Thank goodness for my router and software firewall.
We found that the system would not boot any longer.Ity just went into a constant reboot cycle.
We have spent two days in recovery, hope to be back up completely today.
Just think of Linux, for example, which used to be just for technical people, but know you have lots of companies making desktop-ready distributions, and giving better support for them. Everyone is able to know and understand how linux and every crucial system that runs over it works (at the source-code level), so securing a Linux system (or a *BSD one) is really possible. At least, for the non-technical people, you have plenty of open-source applications available at a very low cost or free, such as office-applications and all kind of internet utilities.
With a system full of this kind of software, you are not exposed to things like Blaster, which are unnaceptable for a real OS.
PD : did you know that windowsupdate.com was running over linux for a while, before changing its domain name?[http://uptime.netcraft.com/up/graph?site=www.windowsupdate.com]
keeps me in business!
Users, like you and me, <b>must</b> take security in our own hands. On linux (Redhat) you run up2date. On M$ you go to a website and it downloads everything for you, you reboot a couple time, download somemore, then your "safe". Deal with it. You wear a condom don't you?
I am glad that my home computer is a MAC OSX system and not windows! I have enought trouble at work...where I get paid. M$ is job security!
I like the shirt that says...
Red Hat Linux for servers
Mac for productivity
Windows for solitaire
;)
I am glad that my home computer is a MAC OSX system and not windows! I have enought trouble at work...where I get paid. M$ is job security!
I like the shirt that says...
Red Hat Linux for servers
Mac for productivity
Windows for solitaire
;)
My poor mother was so angry, and she asked me why I never have such problems. I mentioned that I was running GNU/Linux. She was a bit worried that if she tried it she would have a lot of new things to learn, but she said that she would give it a shot.
I installed Mandrake for her, and to my suprize she has never looked back! This Blaster virus has caused chaos on all of the machines at my mums work, and she told me that she has great satisfaction from telling everyone that she wasn't affected.

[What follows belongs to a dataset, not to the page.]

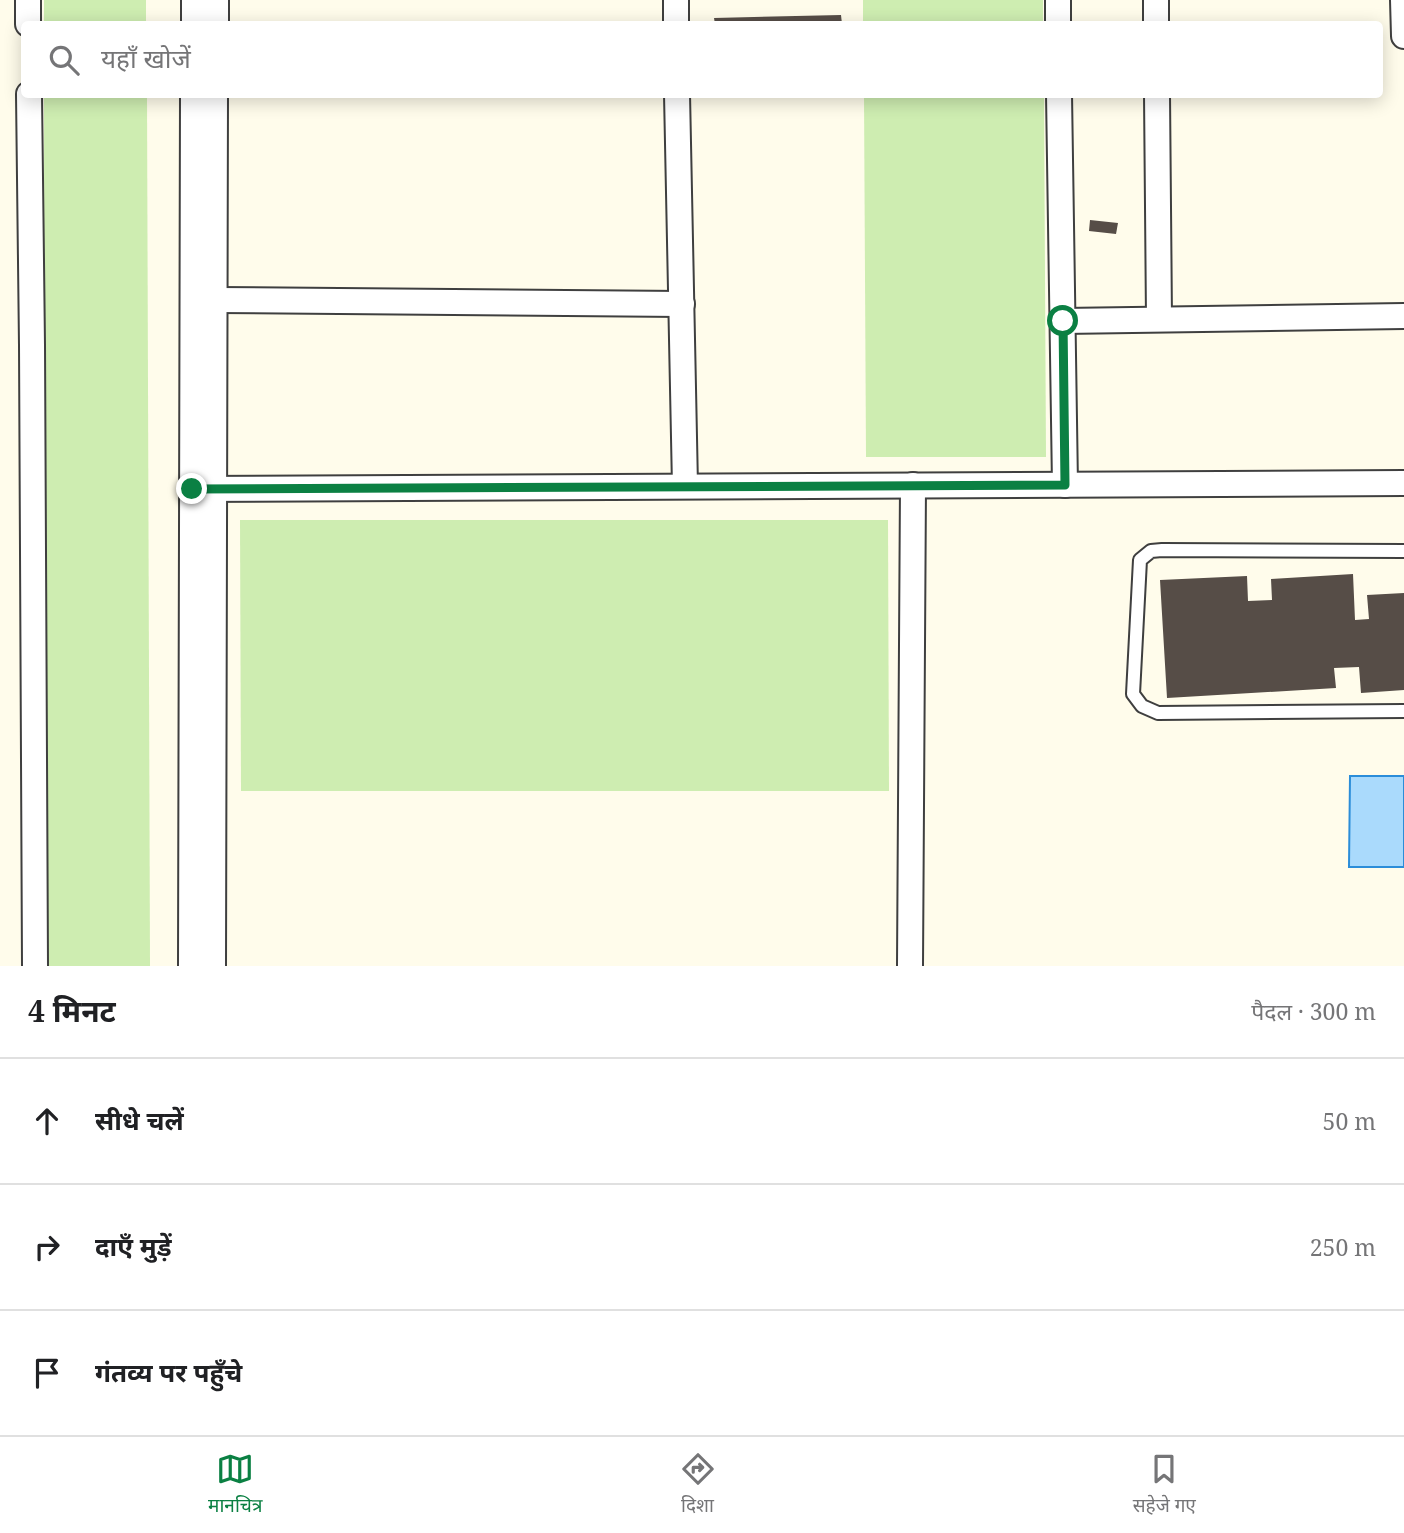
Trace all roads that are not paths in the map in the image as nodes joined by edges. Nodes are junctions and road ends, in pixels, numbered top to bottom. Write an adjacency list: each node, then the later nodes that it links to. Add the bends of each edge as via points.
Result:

The point is that Windows itself is fundamentally flawed because it does not inherently address the question of isolating damage. Even on a "home" computer I have a clear delineation between my user and administrative accounts. So if a virus or worm were to attack my Linux box it would be very unlikely to spread beyond that account and affect the whole OS. Even in Windows XP the "administrative" account is not protected by default- most users probably don't even realise the dangers of running, in Unix terms, as "Root".
In the future perhaps viruses for Linux or Mac might become more common, but it's doubtful whether they could ever wreak as much havoc as the Windows varieties...
Not to mention the built-in firewalling that most Linux distributions ship with "out of the box". Far from perfect - but in contrast, when XP was released it was shipped with "raw" ports... and Microsoft can't really build in a decent firewall without foregoing the "phone home" behaviour of their default installation.
I suspect that the vast majority of home users on Windows don't even run a firewall. They become repositories for Denial of Service " bots" without even knowing that they are being bad internet citizens. Yet most of the arguments about Windows versus Linux centre on usability issues and other trivial concerns.
Windows is broken. Only a complete redesign could fix it.
"Last year, Microsoft launched its Trustworthy Computing Initiative, which included retraining its programmers to ensure their code was written with security in mind and involved an overhaul of its entire
patching system."
... and how many times do we need to hear it before we realize MS is singing way out of tune ?
- - - - -
MS is simply not trustworthy!
ALSO I AND 1000 OF MY COLLEAGUES LIKE
OUTLOOK EXPRESS. IT IS EASIER TO USE, YOU CAN DRESS IT UP, MAKE IT BUSINESS LIKE AND IT ISN'T AS COLD AS MSN, AOL
AND HOTMAIL WHICH IS BOMBARDED WITH ADVERTISEMENT.
I AM BEGINNING TO WONDER ABOUT MICROSOFT.